Come potete vedere l’ utilizzo di Tork ha cambiato inaspettatamente il mio tema di Firefox , ma a parte questo lieve cambiamento non ho notato alcun problema , anzi a dire il vero mi aspettavo una connessione in stile 56K , invece , anche se con una normalissima riduzione di velocità , ho raggiunto i miei soliti siti web con una velocità di tutto rispetto e con la copertura totale della mia privacy.

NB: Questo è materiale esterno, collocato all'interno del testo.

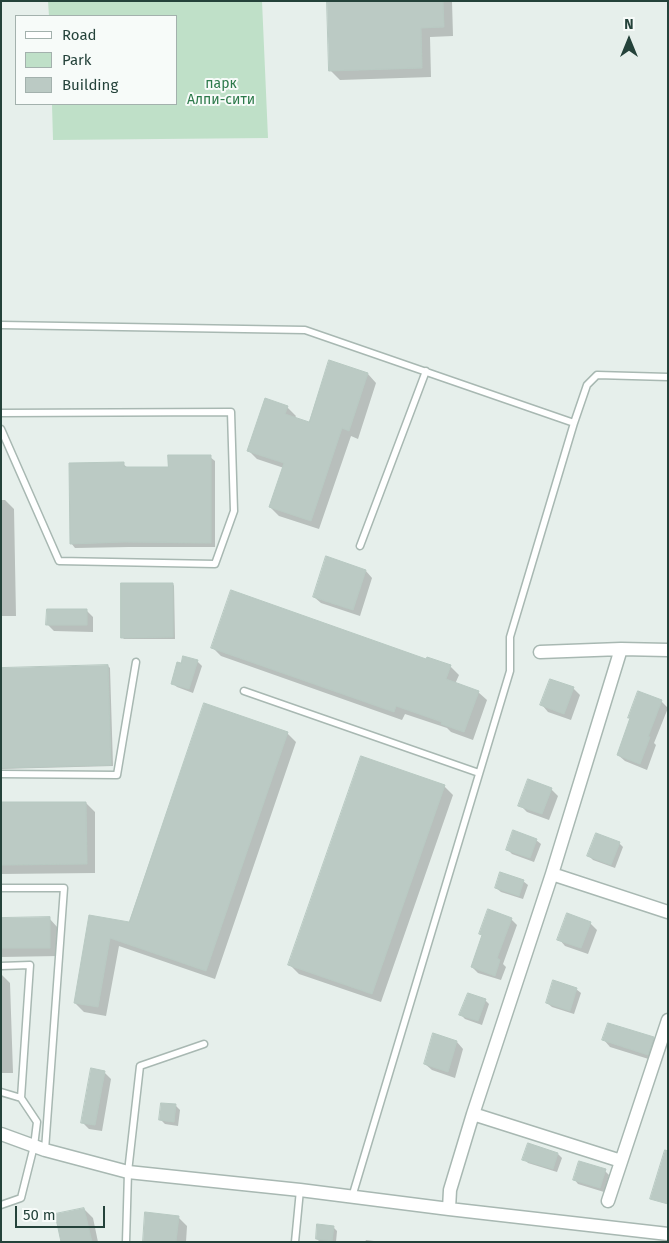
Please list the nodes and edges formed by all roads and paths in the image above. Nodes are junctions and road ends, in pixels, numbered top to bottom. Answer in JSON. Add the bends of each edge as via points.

È da dire con estrema sensibilità che Tor va usato con la massima attenzione , nel senso che Tor anonimizza il nostro traffico , ma non può anonimizzare ad esempio le informazioni che possono attraversare plugin come i classici Java , Flash , i controlli ActiveX , il plugin Realplayer e via dicendo… …è consiglitato per questi fattori avere 2 browser aperti nello stesso momento , avere quindi un browser per la connessione sicura con Tor abilitato e uno per le normali connessioni , oppure se si vuole usare sempre e comunque Tor bisognerebbe disabilitare i plugin che ci mettono in condizioni di rischio.
Per queste ed altre indicazioni è consigliato leggere molto attentamente la pagina degli WARNING’S del progetto Tor.
Non è la prima volta che uso Tor , ma la prima volta che uso Tork sì e devo dire che l’ ho trovato como e veloce per questo secondo me adattabile facilmente ad una live come BackTrack , basti pensare che essendo appunto una distro live , sono pochi coloro che vogliono avvalersi di programmi per la gestione di posta elettronica come ad esempio mozilla-thunderbird o kmail , con Tork possono inviare mail anonime con estrema facilità , questa la semplice interfaccia grafica…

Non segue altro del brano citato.